EXTRACTED MATERIAL ::
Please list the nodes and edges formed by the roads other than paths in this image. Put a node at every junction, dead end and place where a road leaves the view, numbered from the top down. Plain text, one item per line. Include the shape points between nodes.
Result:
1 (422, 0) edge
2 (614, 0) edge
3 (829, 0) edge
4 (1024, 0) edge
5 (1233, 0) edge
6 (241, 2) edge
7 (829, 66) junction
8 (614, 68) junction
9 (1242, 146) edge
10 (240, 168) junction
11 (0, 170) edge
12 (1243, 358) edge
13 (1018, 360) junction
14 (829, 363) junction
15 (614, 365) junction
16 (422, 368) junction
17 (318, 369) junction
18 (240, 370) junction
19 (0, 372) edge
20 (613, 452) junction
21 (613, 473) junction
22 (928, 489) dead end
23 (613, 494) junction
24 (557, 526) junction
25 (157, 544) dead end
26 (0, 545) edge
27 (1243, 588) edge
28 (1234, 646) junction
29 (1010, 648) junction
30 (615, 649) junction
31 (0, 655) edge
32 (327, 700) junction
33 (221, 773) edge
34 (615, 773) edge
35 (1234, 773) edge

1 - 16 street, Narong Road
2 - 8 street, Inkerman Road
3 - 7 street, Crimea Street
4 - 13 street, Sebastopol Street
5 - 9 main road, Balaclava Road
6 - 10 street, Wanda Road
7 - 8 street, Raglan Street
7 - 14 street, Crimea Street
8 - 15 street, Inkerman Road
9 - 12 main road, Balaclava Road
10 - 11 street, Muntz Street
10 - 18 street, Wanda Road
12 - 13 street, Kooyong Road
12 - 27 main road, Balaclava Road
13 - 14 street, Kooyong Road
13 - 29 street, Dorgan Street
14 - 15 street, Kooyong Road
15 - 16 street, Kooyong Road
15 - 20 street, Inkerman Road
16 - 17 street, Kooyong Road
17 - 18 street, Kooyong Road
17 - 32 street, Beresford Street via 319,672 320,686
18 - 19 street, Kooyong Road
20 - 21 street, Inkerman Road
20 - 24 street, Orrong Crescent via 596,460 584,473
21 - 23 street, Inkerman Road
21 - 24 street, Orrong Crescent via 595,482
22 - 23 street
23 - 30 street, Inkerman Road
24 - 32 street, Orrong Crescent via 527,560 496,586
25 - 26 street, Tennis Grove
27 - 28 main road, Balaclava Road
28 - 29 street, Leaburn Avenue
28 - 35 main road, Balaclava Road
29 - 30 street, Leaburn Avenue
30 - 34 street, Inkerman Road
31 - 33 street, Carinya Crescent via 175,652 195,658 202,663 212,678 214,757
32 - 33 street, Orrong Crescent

WHAT IS BEING ASKED ::
The entire listing has to be written out again exactly.

RESULT OF THE TASK ::
Please list the nodes and edges formed by the roads other than paths in this image. Put a node at every junction, dead end and place where a road leaves the view, numbered from the top down. Plain text, one item per line. Include the shape points between nodes.
Result:
1 (422, 0) edge
2 (614, 0) edge
3 (829, 0) edge
4 (1024, 0) edge
5 (1233, 0) edge
6 (241, 2) edge
7 (829, 66) junction
8 (614, 68) junction
9 (1242, 146) edge
10 (240, 168) junction
11 (0, 170) edge
12 (1243, 358) edge
13 (1018, 360) junction
14 (829, 363) junction
15 (614, 365) junction
16 (422, 368) junction
17 (318, 369) junction
18 (240, 370) junction
19 (0, 372) edge
20 (613, 452) junction
21 (613, 473) junction
22 (928, 489) dead end
23 (613, 494) junction
24 (557, 526) junction
25 (157, 544) dead end
26 (0, 545) edge
27 (1243, 588) edge
28 (1234, 646) junction
29 (1010, 648) junction
30 (615, 649) junction
31 (0, 655) edge
32 (327, 700) junction
33 (221, 773) edge
34 (615, 773) edge
35 (1234, 773) edge

1 - 16 street, Narong Road
2 - 8 street, Inkerman Road
3 - 7 street, Crimea Street
4 - 13 street, Sebastopol Street
5 - 9 main road, Balaclava Road
6 - 10 street, Wanda Road
7 - 8 street, Raglan Street
7 - 14 street, Crimea Street
8 - 15 street, Inkerman Road
9 - 12 main road, Balaclava Road
10 - 11 street, Muntz Street
10 - 18 street, Wanda Road
12 - 13 street, Kooyong Road
12 - 27 main road, Balaclava Road
13 - 14 street, Kooyong Road
13 - 29 street, Dorgan Street
14 - 15 street, Kooyong Road
15 - 16 street, Kooyong Road
15 - 20 street, Inkerman Road
16 - 17 street, Kooyong Road
17 - 18 street, Kooyong Road
17 - 32 street, Beresford Street via 319,672 320,686
18 - 19 street, Kooyong Road
20 - 21 street, Inkerman Road
20 - 24 street, Orrong Crescent via 596,460 584,473
21 - 23 street, Inkerman Road
21 - 24 street, Orrong Crescent via 595,482
22 - 23 street
23 - 30 street, Inkerman Road
24 - 32 street, Orrong Crescent via 527,560 496,586
25 - 26 street, Tennis Grove
27 - 28 main road, Balaclava Road
28 - 29 street, Leaburn Avenue
28 - 35 main road, Balaclava Road
29 - 30 street, Leaburn Avenue
30 - 34 street, Inkerman Road
31 - 33 street, Carinya Crescent via 175,652 195,658 202,663 212,678 214,757
32 - 33 street, Orrong Crescent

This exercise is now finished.